Description Bryan Hockey 2008-06-19 11:42:44 UTC
Note: Sorry for the mistakes, but the "Bug Filing FAQ" produced a 404
Latest working kernel version:
Earliest failing kernel version: earliest known: 2.6.18-92.1.1.el5
Distribution: Red Hat (also: Ubuntu)
Hardware Environment: Dell PowerEdge 2950 (dual Xeon, 8GB RAM), Dell PV220S disk storage
Software Environment: RHEL 5.2
Problem Description:
Intermittently all clients will hang.  This can only be remedied with a server reboot.  This seems to happen across different distros and different kernel versions, hence the post here instead of to Red Hat's bugzilla.

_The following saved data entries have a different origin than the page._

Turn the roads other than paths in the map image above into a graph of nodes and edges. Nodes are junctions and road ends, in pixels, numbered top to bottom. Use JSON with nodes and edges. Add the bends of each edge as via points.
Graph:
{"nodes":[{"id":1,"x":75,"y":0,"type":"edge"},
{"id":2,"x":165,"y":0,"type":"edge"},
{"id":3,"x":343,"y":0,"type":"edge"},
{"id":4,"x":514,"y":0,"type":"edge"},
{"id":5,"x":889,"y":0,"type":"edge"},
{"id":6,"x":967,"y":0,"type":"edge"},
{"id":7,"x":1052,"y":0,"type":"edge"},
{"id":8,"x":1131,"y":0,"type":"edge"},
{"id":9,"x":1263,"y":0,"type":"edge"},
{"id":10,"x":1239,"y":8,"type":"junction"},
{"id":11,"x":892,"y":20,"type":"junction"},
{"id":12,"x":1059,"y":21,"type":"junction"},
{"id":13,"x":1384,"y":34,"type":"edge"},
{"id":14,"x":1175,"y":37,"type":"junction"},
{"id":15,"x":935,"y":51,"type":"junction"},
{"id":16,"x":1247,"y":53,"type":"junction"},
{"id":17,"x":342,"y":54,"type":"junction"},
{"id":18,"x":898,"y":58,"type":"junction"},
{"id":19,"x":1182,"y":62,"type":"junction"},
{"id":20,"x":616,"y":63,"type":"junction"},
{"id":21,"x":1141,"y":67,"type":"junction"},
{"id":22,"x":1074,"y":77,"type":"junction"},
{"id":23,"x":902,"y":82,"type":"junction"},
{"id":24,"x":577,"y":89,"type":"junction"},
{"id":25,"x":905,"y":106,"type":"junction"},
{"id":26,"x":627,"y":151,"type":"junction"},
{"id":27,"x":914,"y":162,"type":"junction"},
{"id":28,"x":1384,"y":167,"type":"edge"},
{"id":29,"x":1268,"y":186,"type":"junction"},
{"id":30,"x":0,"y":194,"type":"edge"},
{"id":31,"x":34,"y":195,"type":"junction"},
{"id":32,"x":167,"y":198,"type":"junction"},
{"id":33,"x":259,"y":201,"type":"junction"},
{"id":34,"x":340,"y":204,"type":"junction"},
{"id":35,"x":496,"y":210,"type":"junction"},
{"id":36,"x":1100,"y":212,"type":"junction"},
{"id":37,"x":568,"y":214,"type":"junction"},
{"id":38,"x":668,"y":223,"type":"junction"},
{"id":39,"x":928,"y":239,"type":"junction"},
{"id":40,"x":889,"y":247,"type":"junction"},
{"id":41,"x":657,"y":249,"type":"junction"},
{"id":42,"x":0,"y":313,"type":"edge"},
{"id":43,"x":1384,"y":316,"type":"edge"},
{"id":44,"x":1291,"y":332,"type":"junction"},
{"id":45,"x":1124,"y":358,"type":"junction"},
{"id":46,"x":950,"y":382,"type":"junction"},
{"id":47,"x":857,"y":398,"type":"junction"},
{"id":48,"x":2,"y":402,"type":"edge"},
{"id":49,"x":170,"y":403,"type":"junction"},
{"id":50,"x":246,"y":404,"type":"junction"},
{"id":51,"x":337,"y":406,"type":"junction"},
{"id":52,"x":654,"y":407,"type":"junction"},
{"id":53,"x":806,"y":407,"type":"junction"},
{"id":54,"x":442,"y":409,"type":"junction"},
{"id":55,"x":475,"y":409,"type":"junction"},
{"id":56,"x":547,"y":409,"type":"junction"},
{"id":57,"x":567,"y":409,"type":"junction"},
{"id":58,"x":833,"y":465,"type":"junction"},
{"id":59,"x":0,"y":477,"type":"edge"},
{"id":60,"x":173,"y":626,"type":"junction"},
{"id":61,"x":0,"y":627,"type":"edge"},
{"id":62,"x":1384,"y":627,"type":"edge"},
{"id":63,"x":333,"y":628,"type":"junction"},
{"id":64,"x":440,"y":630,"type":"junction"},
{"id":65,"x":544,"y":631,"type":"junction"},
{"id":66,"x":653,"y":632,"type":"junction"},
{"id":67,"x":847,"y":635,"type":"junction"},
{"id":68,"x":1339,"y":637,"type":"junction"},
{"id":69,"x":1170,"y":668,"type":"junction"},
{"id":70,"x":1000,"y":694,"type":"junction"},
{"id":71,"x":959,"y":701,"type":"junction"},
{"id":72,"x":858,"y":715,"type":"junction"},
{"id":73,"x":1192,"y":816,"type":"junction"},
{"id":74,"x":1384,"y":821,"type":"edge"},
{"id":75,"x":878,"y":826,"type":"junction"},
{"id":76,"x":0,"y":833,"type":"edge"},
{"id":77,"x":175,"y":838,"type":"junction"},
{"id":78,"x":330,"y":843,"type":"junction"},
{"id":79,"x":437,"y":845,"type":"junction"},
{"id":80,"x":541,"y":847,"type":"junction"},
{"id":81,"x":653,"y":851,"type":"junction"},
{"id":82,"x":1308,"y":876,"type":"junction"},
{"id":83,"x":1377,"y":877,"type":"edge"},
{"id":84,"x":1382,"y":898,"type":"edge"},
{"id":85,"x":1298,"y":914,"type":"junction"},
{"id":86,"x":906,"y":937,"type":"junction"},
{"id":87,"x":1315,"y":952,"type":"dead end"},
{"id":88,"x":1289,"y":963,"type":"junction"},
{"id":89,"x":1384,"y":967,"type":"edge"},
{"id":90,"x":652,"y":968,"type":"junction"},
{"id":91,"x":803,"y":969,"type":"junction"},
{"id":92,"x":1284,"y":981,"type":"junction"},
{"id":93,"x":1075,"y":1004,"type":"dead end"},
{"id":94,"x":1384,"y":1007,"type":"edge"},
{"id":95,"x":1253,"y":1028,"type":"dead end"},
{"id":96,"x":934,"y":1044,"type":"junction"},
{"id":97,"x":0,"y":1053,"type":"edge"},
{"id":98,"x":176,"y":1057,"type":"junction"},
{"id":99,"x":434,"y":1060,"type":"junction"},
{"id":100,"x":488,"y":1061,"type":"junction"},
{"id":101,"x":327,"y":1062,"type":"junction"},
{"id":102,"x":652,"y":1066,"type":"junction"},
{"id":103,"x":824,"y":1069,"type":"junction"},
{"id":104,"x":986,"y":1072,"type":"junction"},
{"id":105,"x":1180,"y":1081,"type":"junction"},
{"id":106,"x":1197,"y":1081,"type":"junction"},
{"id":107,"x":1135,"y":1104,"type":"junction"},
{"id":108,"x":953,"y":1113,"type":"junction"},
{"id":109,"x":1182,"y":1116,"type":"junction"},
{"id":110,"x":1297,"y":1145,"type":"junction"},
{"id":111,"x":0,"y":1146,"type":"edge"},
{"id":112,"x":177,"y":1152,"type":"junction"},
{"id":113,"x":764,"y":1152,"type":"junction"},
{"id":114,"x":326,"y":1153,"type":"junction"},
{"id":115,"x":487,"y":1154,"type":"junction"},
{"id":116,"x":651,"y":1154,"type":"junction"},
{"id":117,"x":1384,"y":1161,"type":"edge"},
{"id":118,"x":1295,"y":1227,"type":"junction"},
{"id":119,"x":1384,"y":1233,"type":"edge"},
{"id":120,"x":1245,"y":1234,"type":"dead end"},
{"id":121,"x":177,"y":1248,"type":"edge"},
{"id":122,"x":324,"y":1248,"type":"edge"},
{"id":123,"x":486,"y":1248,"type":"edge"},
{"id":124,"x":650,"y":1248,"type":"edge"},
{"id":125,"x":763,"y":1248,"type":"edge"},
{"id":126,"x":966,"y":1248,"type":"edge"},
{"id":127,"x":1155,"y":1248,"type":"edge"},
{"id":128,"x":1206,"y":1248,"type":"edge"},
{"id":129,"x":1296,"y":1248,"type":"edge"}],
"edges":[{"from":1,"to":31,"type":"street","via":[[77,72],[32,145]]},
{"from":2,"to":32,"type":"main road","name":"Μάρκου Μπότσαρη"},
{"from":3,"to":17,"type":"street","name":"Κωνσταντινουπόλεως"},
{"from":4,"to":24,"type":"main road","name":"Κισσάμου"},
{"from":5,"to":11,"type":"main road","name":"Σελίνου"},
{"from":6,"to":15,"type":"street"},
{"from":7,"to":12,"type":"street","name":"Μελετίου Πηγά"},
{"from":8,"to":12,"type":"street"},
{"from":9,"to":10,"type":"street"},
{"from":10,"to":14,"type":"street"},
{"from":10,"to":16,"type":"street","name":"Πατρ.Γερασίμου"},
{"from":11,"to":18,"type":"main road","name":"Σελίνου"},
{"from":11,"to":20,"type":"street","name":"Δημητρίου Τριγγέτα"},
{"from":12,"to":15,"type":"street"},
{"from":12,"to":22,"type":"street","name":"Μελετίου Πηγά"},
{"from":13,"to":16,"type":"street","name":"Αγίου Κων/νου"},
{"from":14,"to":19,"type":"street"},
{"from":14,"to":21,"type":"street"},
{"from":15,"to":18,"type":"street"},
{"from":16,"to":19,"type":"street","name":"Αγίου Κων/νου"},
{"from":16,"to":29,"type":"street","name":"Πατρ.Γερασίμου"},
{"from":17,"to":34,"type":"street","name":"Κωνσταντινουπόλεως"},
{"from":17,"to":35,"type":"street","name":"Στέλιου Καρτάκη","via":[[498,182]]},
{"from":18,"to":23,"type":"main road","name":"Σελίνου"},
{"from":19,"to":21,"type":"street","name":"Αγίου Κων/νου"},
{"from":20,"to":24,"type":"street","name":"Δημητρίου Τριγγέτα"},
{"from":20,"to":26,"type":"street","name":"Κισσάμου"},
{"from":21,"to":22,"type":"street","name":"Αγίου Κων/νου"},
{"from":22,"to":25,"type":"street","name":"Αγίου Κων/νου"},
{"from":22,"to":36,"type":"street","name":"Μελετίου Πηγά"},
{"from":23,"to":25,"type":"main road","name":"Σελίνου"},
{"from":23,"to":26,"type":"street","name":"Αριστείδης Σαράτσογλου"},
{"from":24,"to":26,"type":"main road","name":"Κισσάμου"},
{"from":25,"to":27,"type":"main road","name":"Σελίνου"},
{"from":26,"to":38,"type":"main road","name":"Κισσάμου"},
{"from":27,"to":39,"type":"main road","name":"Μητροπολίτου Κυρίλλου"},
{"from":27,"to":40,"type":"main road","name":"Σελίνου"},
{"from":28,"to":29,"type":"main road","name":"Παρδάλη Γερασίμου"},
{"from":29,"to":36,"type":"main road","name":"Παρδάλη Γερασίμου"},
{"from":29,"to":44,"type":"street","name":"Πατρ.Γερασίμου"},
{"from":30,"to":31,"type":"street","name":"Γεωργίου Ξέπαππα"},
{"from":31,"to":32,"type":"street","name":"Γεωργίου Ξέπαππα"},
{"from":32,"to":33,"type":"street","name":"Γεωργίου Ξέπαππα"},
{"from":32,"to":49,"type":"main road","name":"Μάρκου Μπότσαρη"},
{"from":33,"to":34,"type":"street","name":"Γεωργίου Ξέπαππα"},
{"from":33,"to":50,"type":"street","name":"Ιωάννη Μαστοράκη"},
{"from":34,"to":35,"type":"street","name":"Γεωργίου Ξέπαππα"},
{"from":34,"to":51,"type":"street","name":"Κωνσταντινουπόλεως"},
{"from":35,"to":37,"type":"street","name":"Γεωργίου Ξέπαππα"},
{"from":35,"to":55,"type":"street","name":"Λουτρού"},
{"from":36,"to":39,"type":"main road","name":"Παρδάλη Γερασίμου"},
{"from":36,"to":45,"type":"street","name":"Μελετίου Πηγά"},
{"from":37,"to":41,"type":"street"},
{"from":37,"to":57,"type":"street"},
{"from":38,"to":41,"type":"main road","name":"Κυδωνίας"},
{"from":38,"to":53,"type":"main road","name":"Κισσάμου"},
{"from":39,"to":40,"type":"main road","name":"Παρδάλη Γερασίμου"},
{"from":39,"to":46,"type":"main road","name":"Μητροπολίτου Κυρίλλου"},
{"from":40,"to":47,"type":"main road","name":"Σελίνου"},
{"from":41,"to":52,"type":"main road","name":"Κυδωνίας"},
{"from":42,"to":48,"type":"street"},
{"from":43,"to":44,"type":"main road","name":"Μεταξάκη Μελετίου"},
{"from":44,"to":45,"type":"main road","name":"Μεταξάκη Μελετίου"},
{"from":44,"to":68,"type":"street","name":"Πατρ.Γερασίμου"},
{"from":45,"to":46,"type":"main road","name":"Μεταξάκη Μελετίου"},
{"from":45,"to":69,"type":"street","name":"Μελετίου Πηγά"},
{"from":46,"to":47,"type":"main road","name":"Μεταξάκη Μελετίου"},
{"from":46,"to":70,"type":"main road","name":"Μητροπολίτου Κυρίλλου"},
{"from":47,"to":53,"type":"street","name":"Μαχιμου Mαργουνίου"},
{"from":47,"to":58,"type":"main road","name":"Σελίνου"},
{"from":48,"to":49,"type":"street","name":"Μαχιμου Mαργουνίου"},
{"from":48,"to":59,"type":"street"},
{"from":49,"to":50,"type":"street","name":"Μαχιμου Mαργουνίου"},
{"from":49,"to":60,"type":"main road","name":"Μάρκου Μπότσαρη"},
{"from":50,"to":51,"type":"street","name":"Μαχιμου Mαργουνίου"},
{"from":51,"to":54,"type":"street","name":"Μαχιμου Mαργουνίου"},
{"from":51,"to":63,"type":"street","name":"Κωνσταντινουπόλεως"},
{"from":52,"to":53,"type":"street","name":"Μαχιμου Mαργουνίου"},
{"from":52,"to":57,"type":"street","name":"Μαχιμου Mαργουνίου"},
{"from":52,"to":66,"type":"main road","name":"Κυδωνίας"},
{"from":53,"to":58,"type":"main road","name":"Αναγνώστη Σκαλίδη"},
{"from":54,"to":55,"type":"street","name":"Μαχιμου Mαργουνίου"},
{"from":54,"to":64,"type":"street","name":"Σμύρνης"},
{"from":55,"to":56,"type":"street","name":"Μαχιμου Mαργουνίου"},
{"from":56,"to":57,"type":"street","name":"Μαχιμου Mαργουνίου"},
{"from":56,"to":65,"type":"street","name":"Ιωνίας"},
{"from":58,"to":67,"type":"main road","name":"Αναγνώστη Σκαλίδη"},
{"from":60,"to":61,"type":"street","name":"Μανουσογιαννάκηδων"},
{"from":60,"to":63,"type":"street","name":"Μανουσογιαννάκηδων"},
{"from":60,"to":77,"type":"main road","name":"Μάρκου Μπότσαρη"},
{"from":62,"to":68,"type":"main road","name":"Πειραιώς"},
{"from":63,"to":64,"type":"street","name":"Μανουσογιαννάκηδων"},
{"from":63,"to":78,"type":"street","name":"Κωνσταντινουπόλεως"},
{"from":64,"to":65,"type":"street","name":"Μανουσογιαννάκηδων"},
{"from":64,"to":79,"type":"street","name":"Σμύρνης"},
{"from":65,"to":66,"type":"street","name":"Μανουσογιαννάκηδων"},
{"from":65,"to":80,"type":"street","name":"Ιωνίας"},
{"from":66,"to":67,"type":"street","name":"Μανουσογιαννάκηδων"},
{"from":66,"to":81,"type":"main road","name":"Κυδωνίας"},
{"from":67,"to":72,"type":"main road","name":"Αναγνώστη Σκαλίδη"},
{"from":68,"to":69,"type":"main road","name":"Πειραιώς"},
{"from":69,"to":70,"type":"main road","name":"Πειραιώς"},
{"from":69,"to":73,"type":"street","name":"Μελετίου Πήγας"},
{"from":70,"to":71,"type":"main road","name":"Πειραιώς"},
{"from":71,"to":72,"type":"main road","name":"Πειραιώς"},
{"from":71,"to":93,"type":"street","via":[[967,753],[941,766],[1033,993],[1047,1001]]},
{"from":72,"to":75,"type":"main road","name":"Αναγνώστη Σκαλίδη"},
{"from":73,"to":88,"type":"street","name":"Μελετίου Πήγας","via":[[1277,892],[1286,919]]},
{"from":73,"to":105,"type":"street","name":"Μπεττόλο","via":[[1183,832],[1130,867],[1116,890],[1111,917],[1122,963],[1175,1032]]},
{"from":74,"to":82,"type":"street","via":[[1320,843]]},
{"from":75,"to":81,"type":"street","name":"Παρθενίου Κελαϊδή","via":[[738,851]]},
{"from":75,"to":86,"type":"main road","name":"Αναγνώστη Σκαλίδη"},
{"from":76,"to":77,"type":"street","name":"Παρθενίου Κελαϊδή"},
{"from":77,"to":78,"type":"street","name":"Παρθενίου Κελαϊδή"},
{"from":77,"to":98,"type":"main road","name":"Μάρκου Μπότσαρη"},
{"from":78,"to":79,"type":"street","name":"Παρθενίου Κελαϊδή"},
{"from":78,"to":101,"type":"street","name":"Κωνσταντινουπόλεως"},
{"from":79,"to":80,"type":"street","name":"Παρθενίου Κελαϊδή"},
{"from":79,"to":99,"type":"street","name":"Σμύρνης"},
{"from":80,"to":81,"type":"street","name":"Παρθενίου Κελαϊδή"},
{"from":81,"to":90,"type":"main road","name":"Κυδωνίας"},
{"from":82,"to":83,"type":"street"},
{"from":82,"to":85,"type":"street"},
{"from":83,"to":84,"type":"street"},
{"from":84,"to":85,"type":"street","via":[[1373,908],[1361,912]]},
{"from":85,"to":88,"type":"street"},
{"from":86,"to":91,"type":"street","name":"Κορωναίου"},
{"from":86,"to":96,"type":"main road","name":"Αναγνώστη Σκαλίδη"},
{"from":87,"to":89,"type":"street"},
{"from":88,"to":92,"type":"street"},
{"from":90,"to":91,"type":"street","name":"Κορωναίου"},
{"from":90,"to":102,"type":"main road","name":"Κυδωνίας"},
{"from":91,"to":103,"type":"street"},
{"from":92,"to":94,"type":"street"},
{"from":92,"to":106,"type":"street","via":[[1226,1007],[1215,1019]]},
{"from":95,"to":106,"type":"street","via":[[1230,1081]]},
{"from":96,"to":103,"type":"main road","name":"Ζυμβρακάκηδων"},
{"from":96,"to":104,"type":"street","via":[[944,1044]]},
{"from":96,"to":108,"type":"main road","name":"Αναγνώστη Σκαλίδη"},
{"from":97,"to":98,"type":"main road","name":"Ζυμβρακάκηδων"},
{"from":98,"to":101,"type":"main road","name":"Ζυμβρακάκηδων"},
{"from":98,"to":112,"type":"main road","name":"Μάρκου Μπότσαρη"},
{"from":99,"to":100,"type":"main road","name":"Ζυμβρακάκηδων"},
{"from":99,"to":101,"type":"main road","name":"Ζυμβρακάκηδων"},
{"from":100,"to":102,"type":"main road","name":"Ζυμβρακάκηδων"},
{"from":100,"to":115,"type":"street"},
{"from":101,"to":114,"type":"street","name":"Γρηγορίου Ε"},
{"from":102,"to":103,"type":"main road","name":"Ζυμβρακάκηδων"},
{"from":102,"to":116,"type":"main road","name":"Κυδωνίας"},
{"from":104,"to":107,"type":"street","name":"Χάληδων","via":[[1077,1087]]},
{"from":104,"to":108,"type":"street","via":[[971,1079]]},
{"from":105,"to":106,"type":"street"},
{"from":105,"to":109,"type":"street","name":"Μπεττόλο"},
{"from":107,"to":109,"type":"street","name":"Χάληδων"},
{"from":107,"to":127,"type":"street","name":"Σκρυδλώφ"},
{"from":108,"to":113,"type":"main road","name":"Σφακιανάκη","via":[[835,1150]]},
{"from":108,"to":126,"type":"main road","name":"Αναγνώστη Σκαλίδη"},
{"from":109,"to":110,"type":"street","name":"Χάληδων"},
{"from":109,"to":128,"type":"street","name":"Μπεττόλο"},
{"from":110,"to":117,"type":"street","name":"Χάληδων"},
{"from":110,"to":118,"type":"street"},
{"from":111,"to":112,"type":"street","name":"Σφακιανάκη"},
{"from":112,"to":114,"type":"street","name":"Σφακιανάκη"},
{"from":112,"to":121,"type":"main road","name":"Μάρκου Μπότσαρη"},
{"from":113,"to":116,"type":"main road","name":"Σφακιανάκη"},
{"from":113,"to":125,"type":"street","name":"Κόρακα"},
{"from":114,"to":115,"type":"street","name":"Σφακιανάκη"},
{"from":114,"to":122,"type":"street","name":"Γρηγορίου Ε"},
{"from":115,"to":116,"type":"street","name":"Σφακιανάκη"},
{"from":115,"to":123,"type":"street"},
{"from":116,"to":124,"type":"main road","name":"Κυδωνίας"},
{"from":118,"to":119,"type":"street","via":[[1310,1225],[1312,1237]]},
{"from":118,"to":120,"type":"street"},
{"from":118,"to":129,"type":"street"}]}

Client- and server-side /var/log/messages both show:
lockd: server <ip> not responding, timed out

Restarting nfs on the server fails on "starting nfs daemon." Giving his error:
lockd_down: lockd failed to exist, clearing pid  
Doing this also causes a second instance of [lockd] to be running, where before there was one.

Pinging and ssh'ing to the server continue to function throughout.

The bug seems to be a kernel issue, as it has appeared in different versions across different kernels.  
This seems to be the same problem, in Ubuntu 2.6.22: https://bugs.launchpad.net/ubuntu/+source/linux-source-2.6.22/+bug/181996
That page contains all necessary system messages and significant debugging output, which I'm not going to bother re-posting here.  

Other perhaps related problems:
http://www.mail-archive.com/linux-nfs@vger.kernel.org/msg01373.html
https://bugzilla.redhat.com/show_bug.cgi?id=430160

Steps to reproduce:
According to "the.jxc" on that first link above, "The failure is very regular. It happens whenever the garbage collection is performed as a result of a lock request."  I can't be much more helpful than that.

Let me know if more information is needed, or if this is a duplicate of another submission (my search produced no results).
Comment 1 Trond Myklebust 2008-06-19 12:17:13 UTC

*** This bug has been marked as a duplicate of bug 10939 ***